> Your assignment
Would you write out each line of the material below exactly, skipping every picture?

START Task input

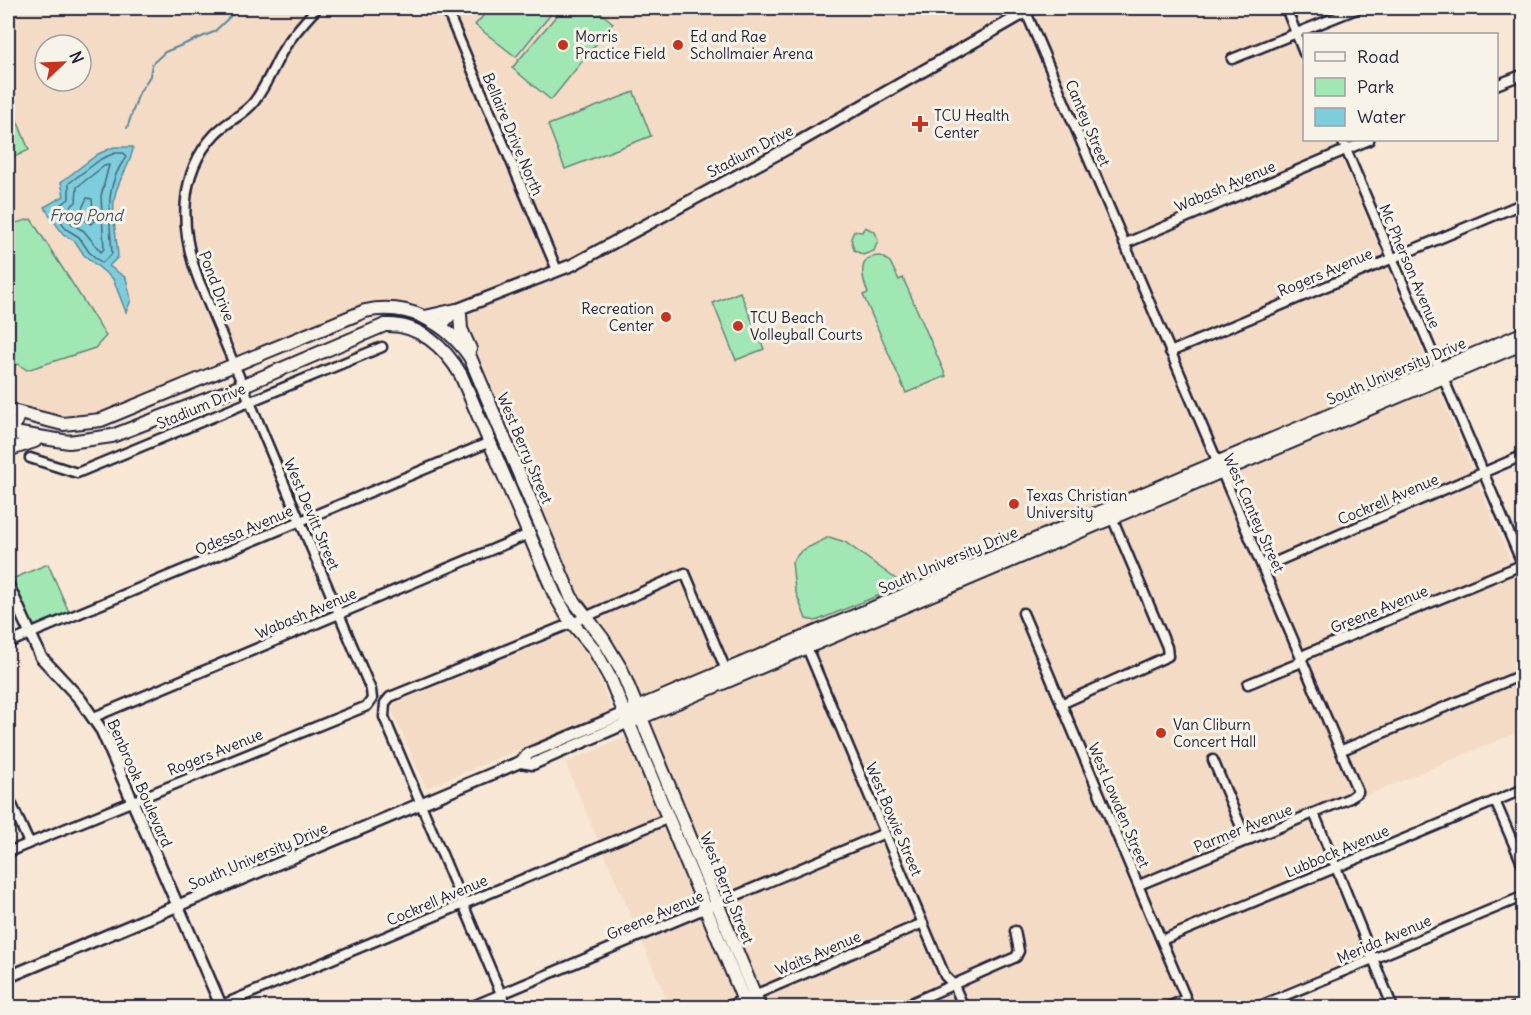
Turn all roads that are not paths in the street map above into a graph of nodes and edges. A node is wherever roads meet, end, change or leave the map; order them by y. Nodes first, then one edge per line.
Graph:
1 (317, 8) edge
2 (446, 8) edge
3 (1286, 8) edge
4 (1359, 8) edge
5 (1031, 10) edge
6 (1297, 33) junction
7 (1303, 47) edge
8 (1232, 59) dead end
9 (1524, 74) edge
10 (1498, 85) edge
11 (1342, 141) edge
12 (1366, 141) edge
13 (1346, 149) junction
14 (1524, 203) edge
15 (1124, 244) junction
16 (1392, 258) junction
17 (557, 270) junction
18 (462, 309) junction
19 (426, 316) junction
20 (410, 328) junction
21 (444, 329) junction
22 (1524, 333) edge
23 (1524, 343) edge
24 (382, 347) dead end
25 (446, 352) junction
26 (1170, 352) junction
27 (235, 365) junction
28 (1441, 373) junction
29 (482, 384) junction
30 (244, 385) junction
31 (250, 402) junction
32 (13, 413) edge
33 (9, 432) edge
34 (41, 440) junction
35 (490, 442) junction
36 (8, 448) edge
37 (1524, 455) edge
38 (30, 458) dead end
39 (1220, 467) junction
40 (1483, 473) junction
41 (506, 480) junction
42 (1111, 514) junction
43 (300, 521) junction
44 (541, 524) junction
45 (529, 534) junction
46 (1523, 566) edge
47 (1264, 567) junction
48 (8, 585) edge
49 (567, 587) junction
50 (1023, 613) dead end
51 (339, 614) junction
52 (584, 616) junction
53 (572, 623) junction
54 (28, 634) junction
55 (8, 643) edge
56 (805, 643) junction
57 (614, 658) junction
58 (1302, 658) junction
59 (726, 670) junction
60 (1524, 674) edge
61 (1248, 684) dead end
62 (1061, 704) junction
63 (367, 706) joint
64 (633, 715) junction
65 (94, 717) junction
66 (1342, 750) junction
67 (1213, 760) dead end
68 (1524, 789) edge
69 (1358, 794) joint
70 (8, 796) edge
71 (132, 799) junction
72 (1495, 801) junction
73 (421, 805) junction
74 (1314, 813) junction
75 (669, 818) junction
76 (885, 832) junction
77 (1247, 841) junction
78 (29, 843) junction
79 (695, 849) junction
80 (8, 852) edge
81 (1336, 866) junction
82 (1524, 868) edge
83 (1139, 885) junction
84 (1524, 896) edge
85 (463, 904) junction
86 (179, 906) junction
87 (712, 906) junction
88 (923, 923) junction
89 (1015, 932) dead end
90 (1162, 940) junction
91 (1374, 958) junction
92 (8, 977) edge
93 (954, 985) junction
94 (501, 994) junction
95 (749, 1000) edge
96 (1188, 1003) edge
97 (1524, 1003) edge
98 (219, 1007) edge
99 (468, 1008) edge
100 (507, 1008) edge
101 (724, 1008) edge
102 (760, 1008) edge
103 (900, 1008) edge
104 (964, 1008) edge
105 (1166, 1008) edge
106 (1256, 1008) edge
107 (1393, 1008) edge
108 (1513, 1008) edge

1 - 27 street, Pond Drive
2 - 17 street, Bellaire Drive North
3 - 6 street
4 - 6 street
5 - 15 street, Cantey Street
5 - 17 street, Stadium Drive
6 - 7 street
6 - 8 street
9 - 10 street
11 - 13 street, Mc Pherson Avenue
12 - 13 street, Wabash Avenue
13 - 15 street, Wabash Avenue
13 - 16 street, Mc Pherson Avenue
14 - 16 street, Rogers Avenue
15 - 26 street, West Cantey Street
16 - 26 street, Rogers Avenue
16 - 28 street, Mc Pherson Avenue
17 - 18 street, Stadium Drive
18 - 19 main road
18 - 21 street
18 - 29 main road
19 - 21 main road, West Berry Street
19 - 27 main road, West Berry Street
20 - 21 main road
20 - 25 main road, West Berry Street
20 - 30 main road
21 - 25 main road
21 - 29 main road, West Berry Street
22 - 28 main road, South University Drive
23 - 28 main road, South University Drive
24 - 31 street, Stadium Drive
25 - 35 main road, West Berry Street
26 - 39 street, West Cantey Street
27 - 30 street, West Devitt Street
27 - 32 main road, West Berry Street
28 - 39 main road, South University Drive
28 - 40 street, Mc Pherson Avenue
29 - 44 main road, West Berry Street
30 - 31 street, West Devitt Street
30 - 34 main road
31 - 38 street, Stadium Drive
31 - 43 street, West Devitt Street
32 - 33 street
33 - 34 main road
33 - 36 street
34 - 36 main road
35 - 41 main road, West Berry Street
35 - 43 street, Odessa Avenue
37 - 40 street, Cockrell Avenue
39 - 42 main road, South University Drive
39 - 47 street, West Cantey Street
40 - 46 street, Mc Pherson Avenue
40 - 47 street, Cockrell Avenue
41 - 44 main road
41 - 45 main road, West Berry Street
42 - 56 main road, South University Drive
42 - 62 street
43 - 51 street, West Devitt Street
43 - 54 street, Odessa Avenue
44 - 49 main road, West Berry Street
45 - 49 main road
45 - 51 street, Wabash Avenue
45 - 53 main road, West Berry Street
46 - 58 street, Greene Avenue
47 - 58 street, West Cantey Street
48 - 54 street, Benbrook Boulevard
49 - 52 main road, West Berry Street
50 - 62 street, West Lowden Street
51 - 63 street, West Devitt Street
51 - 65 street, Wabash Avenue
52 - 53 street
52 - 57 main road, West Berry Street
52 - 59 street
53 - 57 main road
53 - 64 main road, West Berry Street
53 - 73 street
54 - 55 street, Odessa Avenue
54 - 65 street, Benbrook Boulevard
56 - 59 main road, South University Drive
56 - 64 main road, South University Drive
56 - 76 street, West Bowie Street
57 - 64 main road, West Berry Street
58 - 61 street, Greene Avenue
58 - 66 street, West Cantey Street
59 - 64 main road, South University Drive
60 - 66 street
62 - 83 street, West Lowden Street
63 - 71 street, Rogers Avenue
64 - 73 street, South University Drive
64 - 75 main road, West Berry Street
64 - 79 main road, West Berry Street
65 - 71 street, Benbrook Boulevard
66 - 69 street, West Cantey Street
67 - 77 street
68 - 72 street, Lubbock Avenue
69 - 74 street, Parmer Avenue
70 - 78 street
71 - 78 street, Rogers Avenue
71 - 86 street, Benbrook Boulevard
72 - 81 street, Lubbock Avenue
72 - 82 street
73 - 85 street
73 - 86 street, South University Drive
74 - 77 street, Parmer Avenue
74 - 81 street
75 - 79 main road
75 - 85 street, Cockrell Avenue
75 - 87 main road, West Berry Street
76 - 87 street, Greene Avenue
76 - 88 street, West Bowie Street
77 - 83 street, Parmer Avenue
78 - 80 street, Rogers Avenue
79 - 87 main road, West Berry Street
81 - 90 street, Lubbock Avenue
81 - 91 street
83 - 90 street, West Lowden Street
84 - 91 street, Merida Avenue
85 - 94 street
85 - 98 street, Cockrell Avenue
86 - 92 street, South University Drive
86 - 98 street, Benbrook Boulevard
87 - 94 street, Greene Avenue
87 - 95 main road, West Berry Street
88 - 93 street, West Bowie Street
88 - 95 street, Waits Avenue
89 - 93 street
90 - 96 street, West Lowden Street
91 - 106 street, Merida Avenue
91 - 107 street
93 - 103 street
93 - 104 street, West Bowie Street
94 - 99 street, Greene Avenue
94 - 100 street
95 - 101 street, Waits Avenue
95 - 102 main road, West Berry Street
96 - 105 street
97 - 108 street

END Task input

> Result for this task
Turn all roads that are not paths in the street map above into a graph of nodes and edges. A node is wherever roads meet, end, change or leave the map; order them by y. Nodes first, then one edge per line.
Graph:
1 (317, 8) edge
2 (446, 8) edge
3 (1286, 8) edge
4 (1359, 8) edge
5 (1031, 10) edge
6 (1297, 33) junction
7 (1303, 47) edge
8 (1232, 59) dead end
9 (1524, 74) edge
10 (1498, 85) edge
11 (1342, 141) edge
12 (1366, 141) edge
13 (1346, 149) junction
14 (1524, 203) edge
15 (1124, 244) junction
16 (1392, 258) junction
17 (557, 270) junction
18 (462, 309) junction
19 (426, 316) junction
20 (410, 328) junction
21 (444, 329) junction
22 (1524, 333) edge
23 (1524, 343) edge
24 (382, 347) dead end
25 (446, 352) junction
26 (1170, 352) junction
27 (235, 365) junction
28 (1441, 373) junction
29 (482, 384) junction
30 (244, 385) junction
31 (250, 402) junction
32 (13, 413) edge
33 (9, 432) edge
34 (41, 440) junction
35 (490, 442) junction
36 (8, 448) edge
37 (1524, 455) edge
38 (30, 458) dead end
39 (1220, 467) junction
40 (1483, 473) junction
41 (506, 480) junction
42 (1111, 514) junction
43 (300, 521) junction
44 (541, 524) junction
45 (529, 534) junction
46 (1523, 566) edge
47 (1264, 567) junction
48 (8, 585) edge
49 (567, 587) junction
50 (1023, 613) dead end
51 (339, 614) junction
52 (584, 616) junction
53 (572, 623) junction
54 (28, 634) junction
55 (8, 643) edge
56 (805, 643) junction
57 (614, 658) junction
58 (1302, 658) junction
59 (726, 670) junction
60 (1524, 674) edge
61 (1248, 684) dead end
62 (1061, 704) junction
63 (367, 706) joint
64 (633, 715) junction
65 (94, 717) junction
66 (1342, 750) junction
67 (1213, 760) dead end
68 (1524, 789) edge
69 (1358, 794) joint
70 (8, 796) edge
71 (132, 799) junction
72 (1495, 801) junction
73 (421, 805) junction
74 (1314, 813) junction
75 (669, 818) junction
76 (885, 832) junction
77 (1247, 841) junction
78 (29, 843) junction
79 (695, 849) junction
80 (8, 852) edge
81 (1336, 866) junction
82 (1524, 868) edge
83 (1139, 885) junction
84 (1524, 896) edge
85 (463, 904) junction
86 (179, 906) junction
87 (712, 906) junction
88 (923, 923) junction
89 (1015, 932) dead end
90 (1162, 940) junction
91 (1374, 958) junction
92 (8, 977) edge
93 (954, 985) junction
94 (501, 994) junction
95 (749, 1000) edge
96 (1188, 1003) edge
97 (1524, 1003) edge
98 (219, 1007) edge
99 (468, 1008) edge
100 (507, 1008) edge
101 (724, 1008) edge
102 (760, 1008) edge
103 (900, 1008) edge
104 (964, 1008) edge
105 (1166, 1008) edge
106 (1256, 1008) edge
107 (1393, 1008) edge
108 (1513, 1008) edge

1 - 27 street, Pond Drive
2 - 17 street, Bellaire Drive North
3 - 6 street
4 - 6 street
5 - 15 street, Cantey Street
5 - 17 street, Stadium Drive
6 - 7 street
6 - 8 street
9 - 10 street
11 - 13 street, Mc Pherson Avenue
12 - 13 street, Wabash Avenue
13 - 15 street, Wabash Avenue
13 - 16 street, Mc Pherson Avenue
14 - 16 street, Rogers Avenue
15 - 26 street, West Cantey Street
16 - 26 street, Rogers Avenue
16 - 28 street, Mc Pherson Avenue
17 - 18 street, Stadium Drive
18 - 19 main road
18 - 21 street
18 - 29 main road
19 - 21 main road, West Berry Street
19 - 27 main road, West Berry Street
20 - 21 main road
20 - 25 main road, West Berry Street
20 - 30 main road
21 - 25 main road
21 - 29 main road, West Berry Street
22 - 28 main road, South University Drive
23 - 28 main road, South University Drive
24 - 31 street, Stadium Drive
25 - 35 main road, West Berry Street
26 - 39 street, West Cantey Street
27 - 30 street, West Devitt Street
27 - 32 main road, West Berry Street
28 - 39 main road, South University Drive
28 - 40 street, Mc Pherson Avenue
29 - 44 main road, West Berry Street
30 - 31 street, West Devitt Street
30 - 34 main road
31 - 38 street, Stadium Drive
31 - 43 street, West Devitt Street
32 - 33 street
33 - 34 main road
33 - 36 street
34 - 36 main road
35 - 41 main road, West Berry Street
35 - 43 street, Odessa Avenue
37 - 40 street, Cockrell Avenue
39 - 42 main road, South University Drive
39 - 47 street, West Cantey Street
40 - 46 street, Mc Pherson Avenue
40 - 47 street, Cockrell Avenue
41 - 44 main road
41 - 45 main road, West Berry Street
42 - 56 main road, South University Drive
42 - 62 street
43 - 51 street, West Devitt Street
43 - 54 street, Odessa Avenue
44 - 49 main road, West Berry Street
45 - 49 main road
45 - 51 street, Wabash Avenue
45 - 53 main road, West Berry Street
46 - 58 street, Greene Avenue
47 - 58 street, West Cantey Street
48 - 54 street, Benbrook Boulevard
49 - 52 main road, West Berry Street
50 - 62 street, West Lowden Street
51 - 63 street, West Devitt Street
51 - 65 street, Wabash Avenue
52 - 53 street
52 - 57 main road, West Berry Street
52 - 59 street
53 - 57 main road
53 - 64 main road, West Berry Street
53 - 73 street
54 - 55 street, Odessa Avenue
54 - 65 street, Benbrook Boulevard
56 - 59 main road, South University Drive
56 - 64 main road, South University Drive
56 - 76 street, West Bowie Street
57 - 64 main road, West Berry Street
58 - 61 street, Greene Avenue
58 - 66 street, West Cantey Street
59 - 64 main road, South University Drive
60 - 66 street
62 - 83 street, West Lowden Street
63 - 71 street, Rogers Avenue
64 - 73 street, South University Drive
64 - 75 main road, West Berry Street
64 - 79 main road, West Berry Street
65 - 71 street, Benbrook Boulevard
66 - 69 street, West Cantey Street
67 - 77 street
68 - 72 street, Lubbock Avenue
69 - 74 street, Parmer Avenue
70 - 78 street
71 - 78 street, Rogers Avenue
71 - 86 street, Benbrook Boulevard
72 - 81 street, Lubbock Avenue
72 - 82 street
73 - 85 street
73 - 86 street, South University Drive
74 - 77 street, Parmer Avenue
74 - 81 street
75 - 79 main road
75 - 85 street, Cockrell Avenue
75 - 87 main road, West Berry Street
76 - 87 street, Greene Avenue
76 - 88 street, West Bowie Street
77 - 83 street, Parmer Avenue
78 - 80 street, Rogers Avenue
79 - 87 main road, West Berry Street
81 - 90 street, Lubbock Avenue
81 - 91 street
83 - 90 street, West Lowden Street
84 - 91 street, Merida Avenue
85 - 94 street
85 - 98 street, Cockrell Avenue
86 - 92 street, South University Drive
86 - 98 street, Benbrook Boulevard
87 - 94 street, Greene Avenue
87 - 95 main road, West Berry Street
88 - 93 street, West Bowie Street
88 - 95 street, Waits Avenue
89 - 93 street
90 - 96 street, West Lowden Street
91 - 106 street, Merida Avenue
91 - 107 street
93 - 103 street
93 - 104 street, West Bowie Street
94 - 99 street, Greene Avenue
94 - 100 street
95 - 101 street, Waits Avenue
95 - 102 main road, West Berry Street
96 - 105 street
97 - 108 street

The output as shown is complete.